The increases, which apply from 2 January and are in line with expectations, show a different marketing strategy by the two BR divisions, InterCity and Network SouthEast. InterCity has frozen both its first-class and leisure fares such as Saver, SuperSaver, Apex and SuperApex fares. The only InterCity increases will be for the normal unrestricted Standard (second class), where the average increase will be 3 per cent, and season tickets.
Network SouthEast has imposed an across-the-board increase averaging 6 per cent, although rises will vary between lines depending on the standard of service set for each line.

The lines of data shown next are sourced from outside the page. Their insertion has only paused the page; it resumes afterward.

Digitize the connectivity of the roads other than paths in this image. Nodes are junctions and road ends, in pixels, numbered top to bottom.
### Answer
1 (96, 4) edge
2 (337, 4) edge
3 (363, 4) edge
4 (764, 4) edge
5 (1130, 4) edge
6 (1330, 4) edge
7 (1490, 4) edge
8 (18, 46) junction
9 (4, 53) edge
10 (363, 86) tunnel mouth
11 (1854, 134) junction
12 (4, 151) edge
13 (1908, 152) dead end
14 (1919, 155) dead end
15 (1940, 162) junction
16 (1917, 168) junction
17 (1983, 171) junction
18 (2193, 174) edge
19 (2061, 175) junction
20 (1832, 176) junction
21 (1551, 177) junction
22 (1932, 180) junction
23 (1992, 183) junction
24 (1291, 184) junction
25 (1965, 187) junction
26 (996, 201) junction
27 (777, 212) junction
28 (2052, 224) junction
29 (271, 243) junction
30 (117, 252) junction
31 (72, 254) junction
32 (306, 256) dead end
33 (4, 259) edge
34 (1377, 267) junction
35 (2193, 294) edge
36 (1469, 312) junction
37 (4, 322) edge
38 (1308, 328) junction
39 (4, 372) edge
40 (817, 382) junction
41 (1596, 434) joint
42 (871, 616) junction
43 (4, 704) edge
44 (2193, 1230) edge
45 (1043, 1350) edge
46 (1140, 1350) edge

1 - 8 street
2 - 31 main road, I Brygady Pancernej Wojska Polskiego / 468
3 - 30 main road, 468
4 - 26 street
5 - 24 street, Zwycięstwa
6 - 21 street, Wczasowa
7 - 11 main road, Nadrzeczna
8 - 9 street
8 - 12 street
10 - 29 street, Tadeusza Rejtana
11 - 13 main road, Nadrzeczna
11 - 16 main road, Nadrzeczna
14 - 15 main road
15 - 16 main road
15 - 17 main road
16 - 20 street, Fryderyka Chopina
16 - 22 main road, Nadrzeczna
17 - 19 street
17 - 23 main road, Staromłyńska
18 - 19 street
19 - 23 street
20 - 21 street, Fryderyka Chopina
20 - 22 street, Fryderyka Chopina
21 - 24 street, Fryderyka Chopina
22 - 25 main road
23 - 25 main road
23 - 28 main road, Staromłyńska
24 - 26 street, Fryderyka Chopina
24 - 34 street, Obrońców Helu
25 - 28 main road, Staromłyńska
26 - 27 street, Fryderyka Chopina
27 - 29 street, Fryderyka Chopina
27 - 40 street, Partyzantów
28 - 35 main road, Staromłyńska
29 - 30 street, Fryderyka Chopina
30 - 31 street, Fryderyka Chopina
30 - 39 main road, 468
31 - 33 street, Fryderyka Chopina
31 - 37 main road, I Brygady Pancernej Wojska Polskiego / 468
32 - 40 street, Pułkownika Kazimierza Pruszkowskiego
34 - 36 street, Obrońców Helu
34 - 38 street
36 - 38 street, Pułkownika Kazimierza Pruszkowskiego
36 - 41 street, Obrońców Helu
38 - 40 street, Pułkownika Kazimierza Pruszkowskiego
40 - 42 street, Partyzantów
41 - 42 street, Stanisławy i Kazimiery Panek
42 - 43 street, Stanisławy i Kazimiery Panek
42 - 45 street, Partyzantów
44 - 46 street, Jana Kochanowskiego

The lowest rise will be 3 per cent - on poor performing lines such as Thames and Kent Coast - and the highest 8 per cent - on Chiltern, Northampton, West Anglia, Great Northern, South Western and Thameslink. Off-peak fares will go up by an average of 4 per cent.
John Nelson, managing director of Network SouthEast, said government grant and revenue from property and fares had gone down, leaving a pounds 230m shortfall. 'Less than pounds 50m of the shortfall will come from these fares increases. The rest will be made from marketing leisure travel, reduced operating costs and reduced investment.'
Travelcards, which offer unlimited travel on bus, Underground and trains in London will go up by 7.7 per cent. Fares on Regional Railways services are to be increased later in the year but have not yet been announced.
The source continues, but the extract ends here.